Tool to identify incorrect backups or archives on TSM Server due to APAR IT11994

Troubleshooting

Problem

During IBM Tivoli Storage Manager (TSM) backup or archive operations using client-side deduplication, under certain conditions when the TSM server has little data storage space remaining, a file can be incorrectly backed up or archived by the TSM client with no error message for that file. The restore of an affected backup or archive copy will fail with an error such as “digest validation error”, “unknown format”, or a crash. The data that was intended to be backed up or archived in the copy being restored may not be recoverable. This technote provides guidance for identifying backup or archived objects that are affected by this problem.

Cause

See “Problem” section of this document (above).

Resolving The Problem

Before proceeding with the techniques described in this document, you should be familiar with the information in the corresponding flash and the APAR.

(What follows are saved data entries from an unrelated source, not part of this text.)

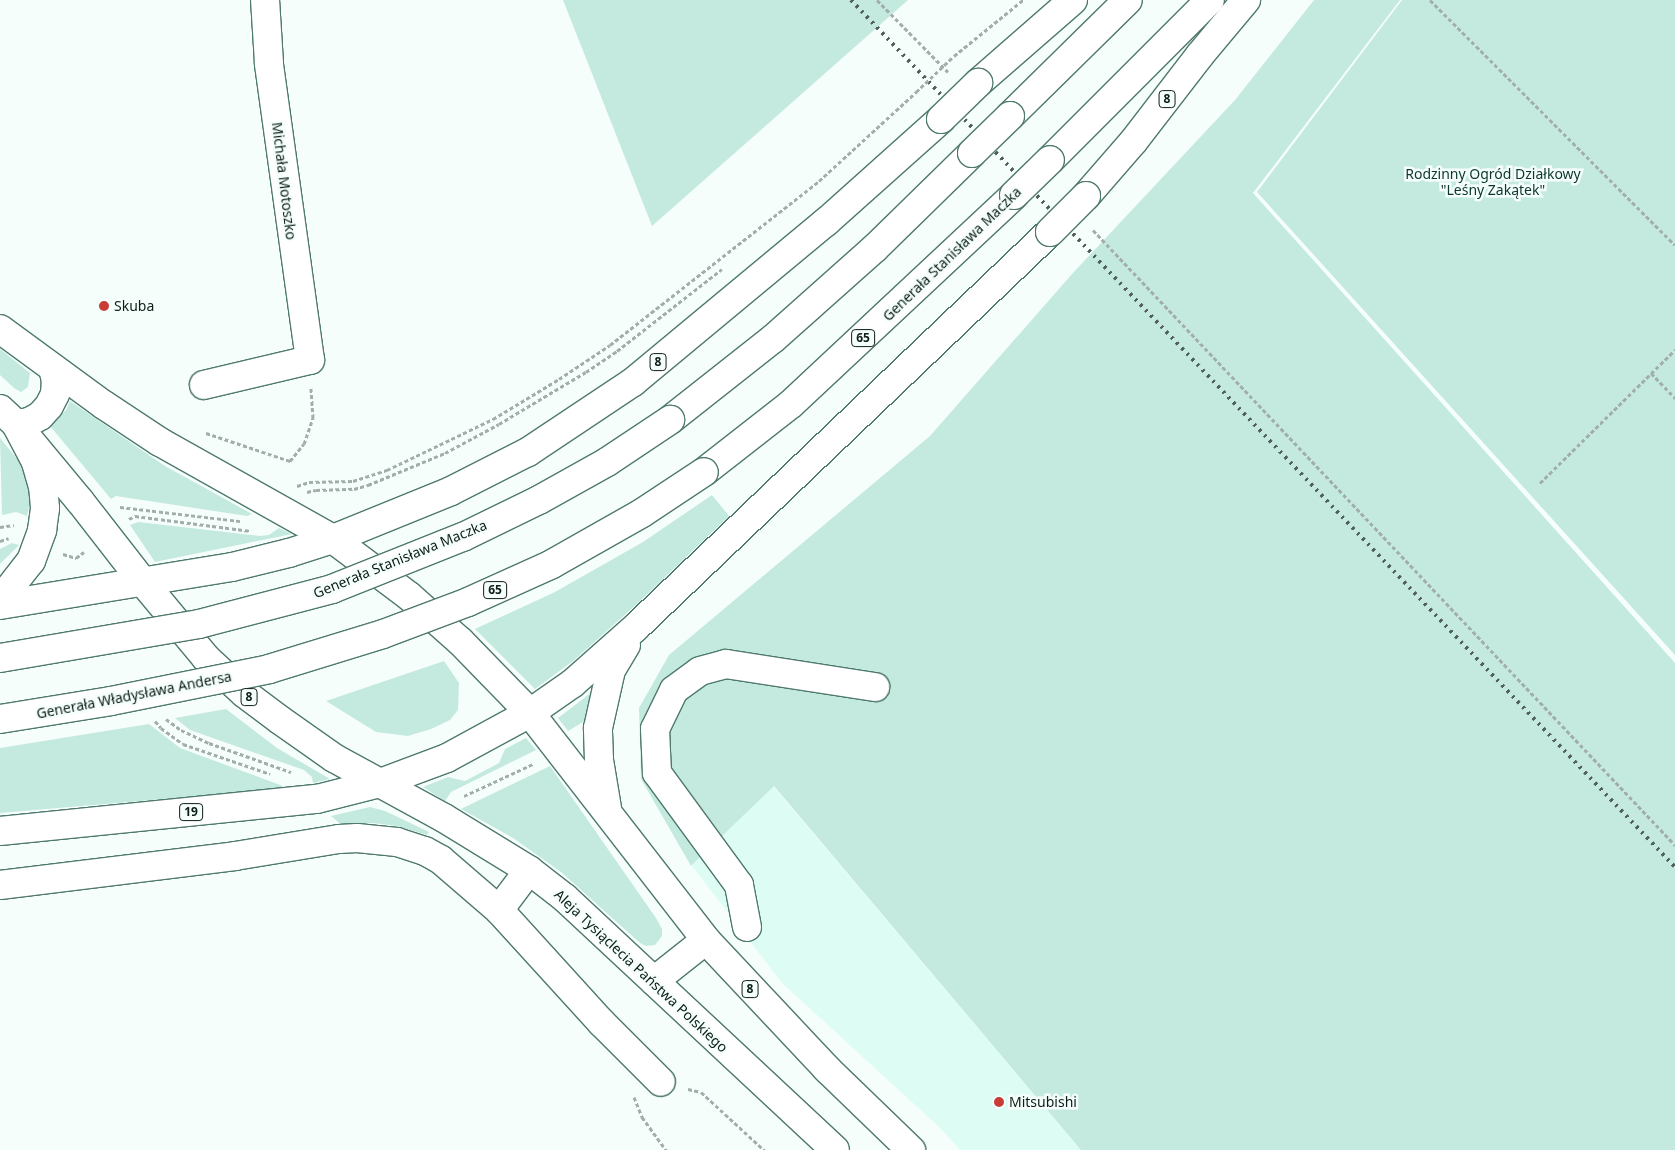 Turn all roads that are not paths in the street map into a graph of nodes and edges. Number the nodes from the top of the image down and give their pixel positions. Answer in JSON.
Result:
{"nodes":[{"id":1,"x":265,"y":0,"type":"edge"},
{"id":2,"x":1072,"y":0,"type":"edge"},
{"id":3,"x":1128,"y":0,"type":"edge"},
{"id":4,"x":1210,"y":0,"type":"edge"},
{"id":5,"x":1246,"y":0,"type":"edge"},
{"id":6,"x":0,"y":329,"type":"edge"},
{"id":7,"x":53,"y":368,"type":"junction"},
{"id":8,"x":204,"y":385,"type":"dead end"},
{"id":9,"x":8,"y":416,"type":"edge"},
{"id":10,"x":333,"y":539,"type":"junction"},
{"id":11,"x":143,"y":582,"type":"junction"},
{"id":12,"x":0,"y":595,"type":"edge"},
{"id":13,"x":0,"y":605,"type":"edge"},
{"id":14,"x":635,"y":628,"type":"junction"},
{"id":15,"x":0,"y":658,"type":"edge"},
{"id":16,"x":269,"y":669,"type":"joint"},
{"id":17,"x":875,"y":687,"type":"dead end"},
{"id":18,"x":530,"y":713,"type":"junction"},
{"id":19,"x":0,"y":719,"type":"edge"},
{"id":20,"x":380,"y":783,"type":"junction"},
{"id":21,"x":608,"y":812,"type":"junction"},
{"id":22,"x":0,"y":831,"type":"edge"},
{"id":23,"x":530,"y":870,"type":"junction"},
{"id":24,"x":0,"y":885,"type":"edge"},
{"id":25,"x":499,"y":910,"type":"junction"},
{"id":26,"x":747,"y":927,"type":"dead end"},
{"id":27,"x":706,"y":940,"type":"junction"},
{"id":28,"x":654,"y":981,"type":"junction"},
{"id":29,"x":661,"y":1082,"type":"road end"},
{"id":30,"x":835,"y":1150,"type":"edge"},
{"id":31,"x":911,"y":1150,"type":"edge"}],
"edges":[{"from":1,"to":8,"type":"main road","name":"Michała Motoszko"},
{"from":2,"to":10,"type":"main road","number":"8","bridge":true},
{"from":3,"to":15,"type":"main road","name":"Generała Stanisława Maczka","bridge":true},
{"from":4,"to":16,"type":"main road","name":"Generała Stanisława Maczka","number":"65","bridge":true},
{"from":5,"to":14,"type":"main road","number":"8","bridge":true},
{"from":6,"to":7,"type":"main road"},
{"from":7,"to":9,"type":"main road"},
{"from":7,"to":10,"type":"main road"},
{"from":9,"to":11,"type":"main road"},
{"from":9,"to":12,"type":"main road"},
{"from":10,"to":11,"type":"main road","number":"8"},
{"from":10,"to":18,"type":"main road"},
{"from":11,"to":13,"type":"main road"},
{"from":11,"to":20,"type":"main road","number":"8"},
{"from":14,"to":18,"type":"main road"},
{"from":14,"to":21,"type":"main road","number":"8"},
{"from":16,"to":19,"type":"main road","name":"Generała Władysława Andersa","number":"65","bridge":true},
{"from":17,"to":26,"type":"main road"},
{"from":18,"to":20,"type":"main road"},
{"from":18,"to":21,"type":"main road"},
{"from":20,"to":22,"type":"main road","number":"19"},
{"from":20,"to":23,"type":"main road","name":"Aleja Tysiąclecia Państwa Polskiego","number":"8"},
{"from":21,"to":27,"type":"main road","number":"8"},
{"from":23,"to":25,"type":"main road"},
{"from":23,"to":28,"type":"main road","name":"Aleja Tysiąclecia Państwa Polskiego","number":"8"},
{"from":24,"to":25,"type":"main road"},
{"from":25,"to":29,"type":"main road"},
{"from":27,"to":28,"type":"main road"},
{"from":27,"to":31,"type":"main road","number":"8"},
{"from":28,"to":30,"type":"main road","name":"Aleja Tysiąclecia Państwa Polskiego","number":"8"}]}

Flash: http://www.ibm.com/support/docview.wss?uid=swg21966336
APAR IT11994

There are two methods to identify affected objects. One method is for the container storage pools which were introduced with IBM Spectrum Protect version 7.1.3. The other method is for the other “legacy” storage pool types. Both methods use SQL queries that run on the Tivoli Storage Manager or IBM Spectrum Protect server DB2 database. Use either or both methods, depending on which type of storage pools you have in your environment.

Table of Contents:
Legacy pools
Container pools
Restore affected objects

Legacy pools

Run Perl script runqueriesIT11994.pl (included with this document) on your Tivoli Storage Manager Server (6.3 or 7.1) or IBM Spectrum Protect Server. The script can run for a very long time so:

Consider running the script on only a few nodes at a time using the 'nodelist' option below.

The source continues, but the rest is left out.